What did Nikita Khrushchev have against the fictional Dr. Zhivago? Afterall, it is a romance set against images of the hauntingly beautiful Russian winter, the confusing times of the Revolution with it's title character, Zhivago, a Russian medical doctor and poet. The novel was seen as a complete and erroneous presentation of the 1917 Revolution, the Bolsheviks and the resulting Communist regime. Pasternak was accused of misrepresenting the people of the Revolution and the social structure of the Soviet Union. In 1917, Khrushchev was a young impassioned member of the peasant working class which distrusted and blamed the upper classes for their hardships. Pasternak's work focused on the upper class, which he was a part of, and the tribulations to their way of life in the face of the massive peasant revolts. In this sense, Doctor Zhivago is similar to Tolstoy's treatment of the upper class during the War of 1812 in War and Peace. This is not surprising when you understand that Tolstoy, not only had his portrait painted by Pasternak's father, Leonid Pasternak (1862-1945), but was a family friend and frequent guest in their home.

The world has embraced Doctor Zhivago and Pasternak will always be considered a Nobel Prize winner. The novel was made into a movie in 1965 starring Omar Sharif as Zhivago and Julie Christie as Laura. Pasternak was, posthumously, reinstated into the Union of Soviet Writers in 1987, finally making possible the publication of Doctor Zhivago in the Soviet Union.
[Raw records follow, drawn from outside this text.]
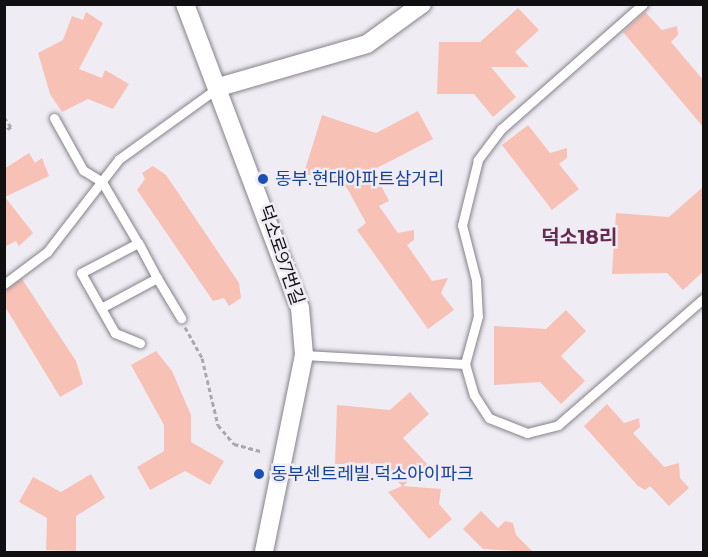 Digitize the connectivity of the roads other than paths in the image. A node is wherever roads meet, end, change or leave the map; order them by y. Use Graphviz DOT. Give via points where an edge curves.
graph roads {
  1 [pos="185,4"];
  2 [pos="422,4"];
  3 [pos="643,4"];
  4 [pos="219,87"];
  5 [pos="54,118"];
  6 [pos="102,182"];
  7 [pos="138,243"];
  8 [pos="157,278"];
  9 [pos="4,284"];
  10 [pos="704,298"];
  11 [pos="101,308"];
  12 [pos="181,318"];
  13 [pos="140,343"];
  14 [pos="304,355"];
  15 [pos="465,364"];
  16 [pos="264,552"];
  1 -- 4 [label="street, 덕소로97번길"];
  2 -- 4 [label="street" via="368,44"];
  3 -- 15 [label="lane" via="501,129 478,160 462,225 478,316"];
  4 -- 6 [label="lane" via="119,159"];
  4 -- 14 [label="street, 덕소로97번길" via="289,268"];
  5 -- 6 [label="lane" via="83,170"];
  6 -- 7 [label="lane"];
  6 -- 9 [label="lane" via="47,252"];
  7 -- 8 [label="lane"];
  7 -- 11 [label="lane" via="81,273"];
  8 -- 11 [label="lane"];
  8 -- 12 [label="lane"];
  10 -- 15 [label="lane" via="558,425 527,433 489,418 474,395"];
  11 -- 13 [label="lane" via="115,333"];
  14 -- 15 [label="lane"];
  14 -- 16 [label="street, 덕소로97번길"];
} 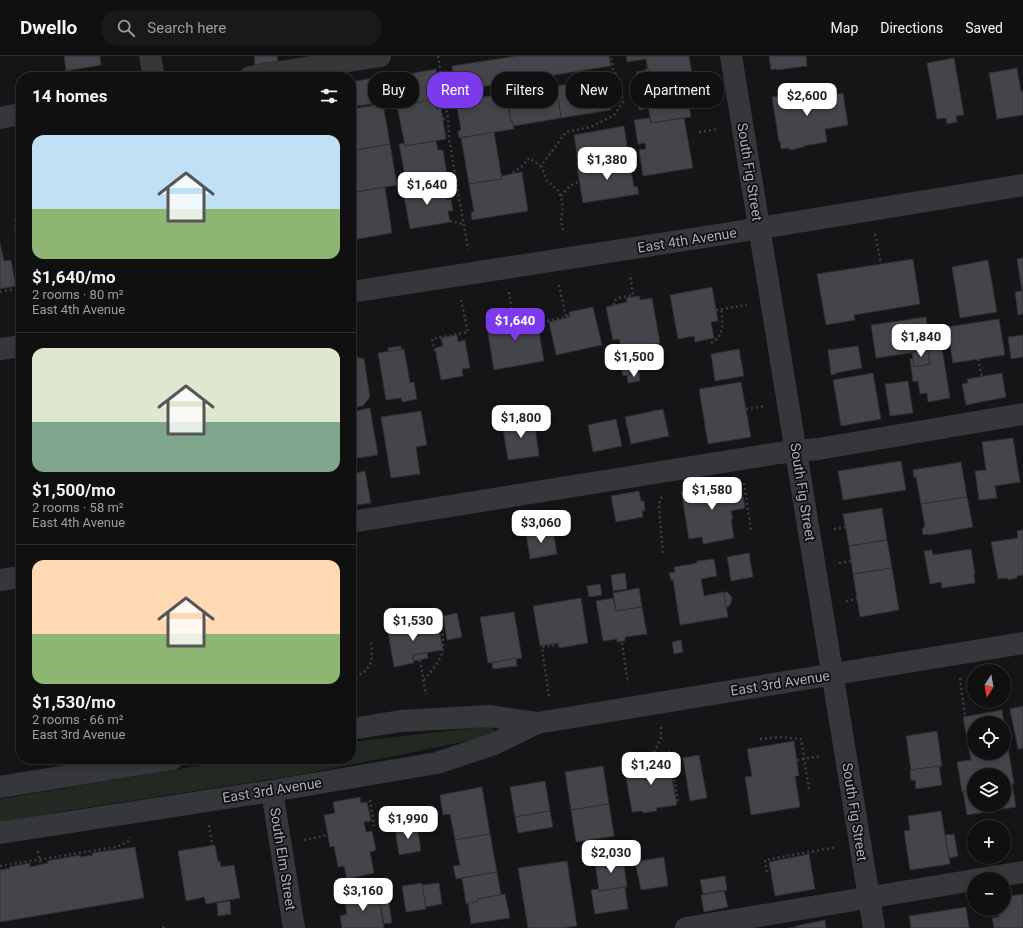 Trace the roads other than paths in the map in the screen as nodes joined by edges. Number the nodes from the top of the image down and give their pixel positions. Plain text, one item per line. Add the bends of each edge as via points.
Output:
1 (150, 56) edge
2 (380, 56) edge
3 (731, 56) edge
4 (153, 72) edge
5 (281, 72) edge
6 (16, 115) edge
7 (0, 118) edge
8 (1023, 185) edge
9 (759, 228) junction
10 (356, 291) edge
11 (16, 347) edge
12 (0, 349) edge
13 (1023, 414) edge
14 (796, 451) junction
15 (356, 521) edge
16 (16, 578) edge
17 (0, 580) edge
18 (1023, 643) edge
19 (833, 674) junction
20 (545, 722) junction
21 (356, 728) edge
22 (141, 764) edge
23 (0, 787) edge
24 (272, 790) junction
25 (0, 833) edge
26 (1023, 872) edge
27 (1011, 874) edge
28 (967, 881) edge
29 (869, 897) junction
30 (294, 928) edge
31 (686, 928) edge
32 (874, 928) edge

1 - 4 street
2 - 5 street
3 - 9 street, South Fig Street
6 - 7 street
8 - 9 street, East 4th Avenue
9 - 10 street, East 4th Avenue
9 - 14 street, South Fig Street
11 - 12 street
13 - 14 street
14 - 15 street
14 - 19 street, South Fig Street
16 - 17 street
18 - 19 street, East 3rd Avenue
19 - 20 street, East 3rd Avenue
19 - 29 street, South Fig Street
20 - 21 street, East 3rd Avenue via 489,716 401,721
20 - 24 street, East 3rd Avenue via 494,744 438,763
22 - 23 street
24 - 25 street, East 3rd Avenue
24 - 30 street, South Elm Street
26 - 27 street
28 - 29 street
29 - 31 street
29 - 32 street, South Fig Street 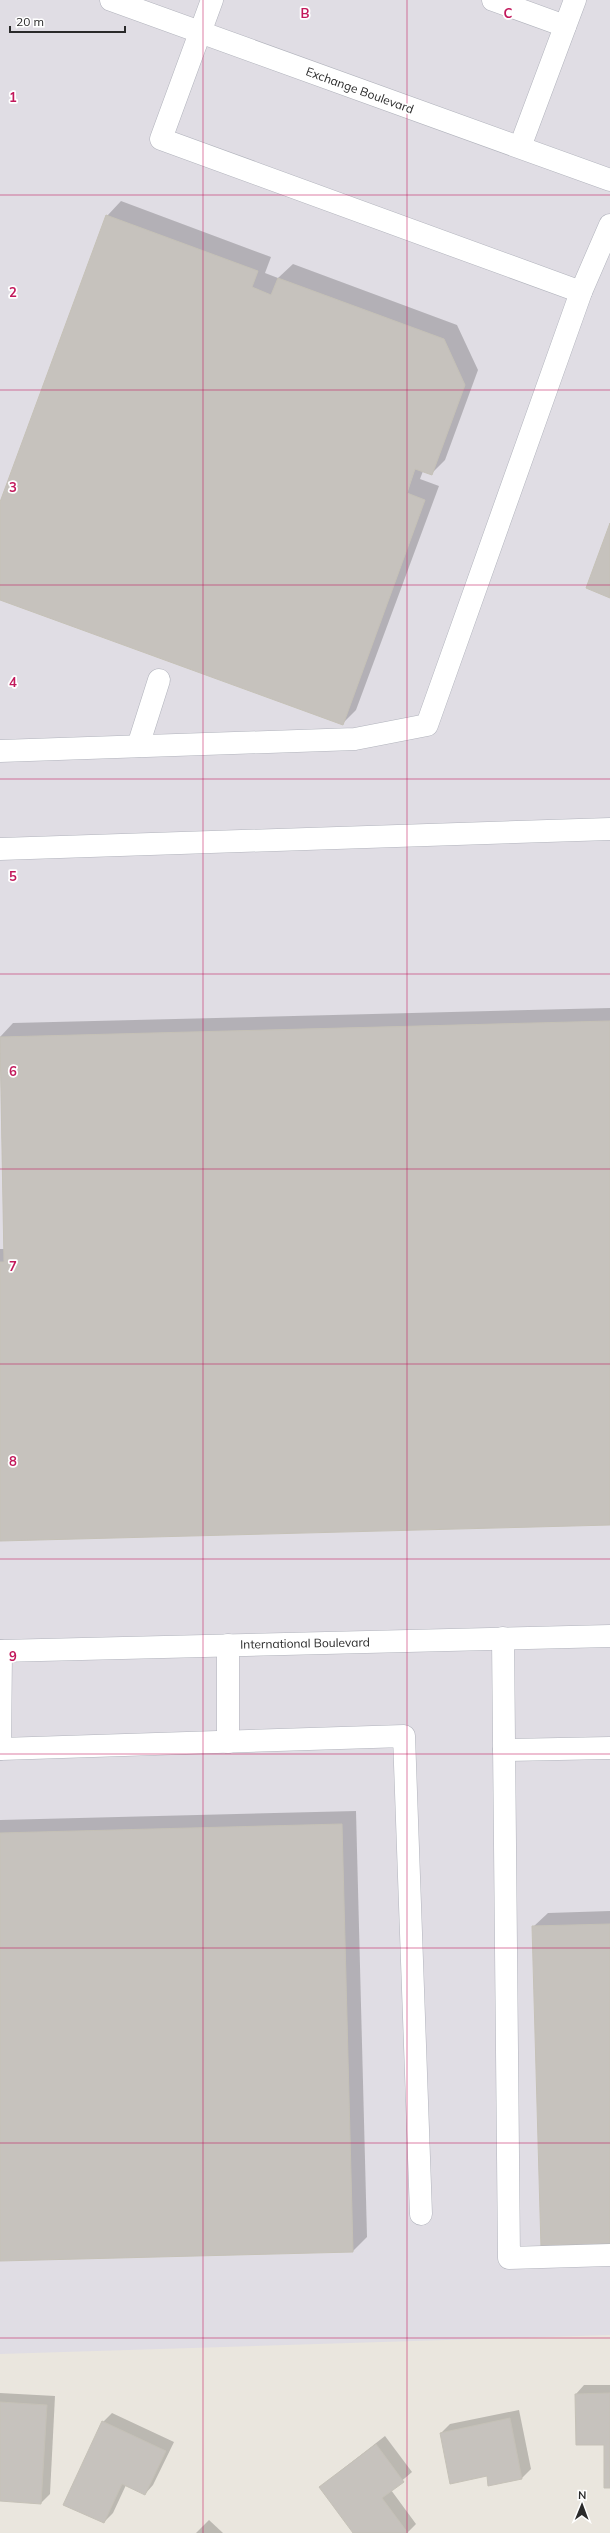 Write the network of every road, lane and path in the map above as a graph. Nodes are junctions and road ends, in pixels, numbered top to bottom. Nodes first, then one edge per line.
1 (111, 0) edge
2 (212, 0) edge
3 (494, 0) edge
4 (575, 0) edge
5 (565, 26) junction
6 (200, 32) junction
7 (520, 147) junction
8 (610, 180) edge
9 (610, 225) edge
10 (581, 292) junction
11 (159, 680) dead end
12 (138, 746) junction
13 (0, 751) edge
14 (610, 829) edge
15 (0, 849) edge
16 (610, 1636) edge
17 (503, 1638) junction
18 (228, 1645) junction
19 (1, 1651) edge
20 (228, 1742) junction
21 (610, 1748) edge
22 (0, 1749) edge
23 (504, 1750) junction
24 (421, 2214) dead end
25 (610, 2255) edge

1 - 6 street, Exchange Boulevard
2 - 6 street
3 - 5 street
4 - 5 street
5 - 7 street
6 - 7 street, Exchange Boulevard
6 - 10 street
7 - 8 street, Exchange Boulevard
9 - 10 street
10 - 12 street
11 - 12 street
12 - 13 street
14 - 15 street
16 - 17 street, International Boulevard
17 - 18 street, International Boulevard
17 - 23 street
18 - 19 street, International Boulevard
18 - 20 street
19 - 22 street
20 - 22 street
20 - 24 street
21 - 23 street
23 - 25 street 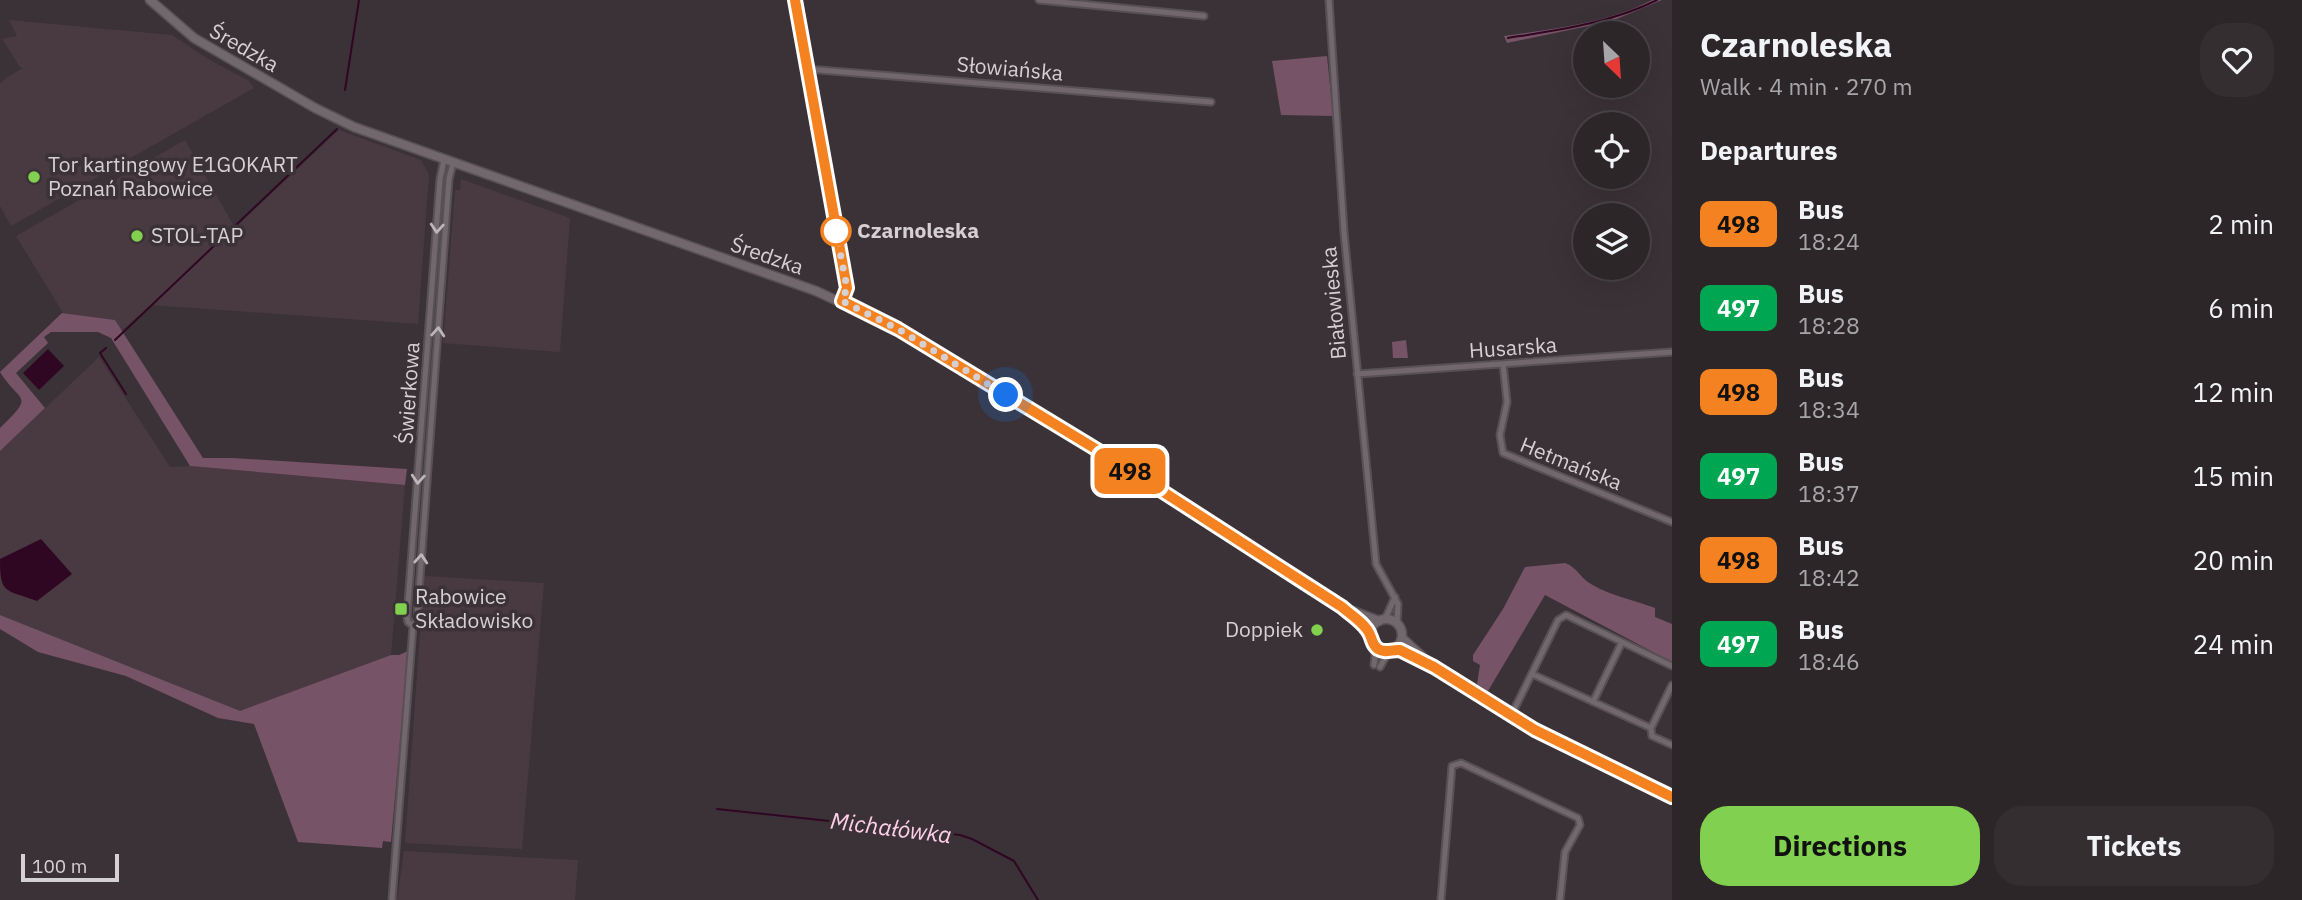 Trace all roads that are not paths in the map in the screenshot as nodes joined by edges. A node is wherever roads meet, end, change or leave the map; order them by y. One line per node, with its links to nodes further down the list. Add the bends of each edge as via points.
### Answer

On September 12, 1995, Olga Ivinskaya died at age 83. The model for Pasternak's Zhivago heroin, Laura, was the writer's mistress from 1946 until his death in 1960. Zhivago was a known work in progress in the 1940's. Stalin's efforts to suppress such projects centered on persecution of the loved ones of the writer in question. Thus, Olga was arrested, tortured and shipped off to a Gulag in 1949. Pasternak refused to stop work on Zhivago and was reunited with Olga upon her release in 1953. After his death, the KGB raided Olga's home and seized notes, letters and other papers of Pasternak, which she had in her possession. Olga and her daughter were sentenced to the Gulag, again. They were officially "rehabilitated" the same year Pasternak was reinstated into the Union of Soviet Writers. Pasternak's papers wound up in the Soviet Archives. Olga wrote a pleading letter to Russian President Boris Yeltsin, prior to her death, requesting the return of these papers. Her request was not fulfilled.

The papers reveal both a passionate and enduring love and strong evidence that Olga Ivinskaya was Zhivago's Laura.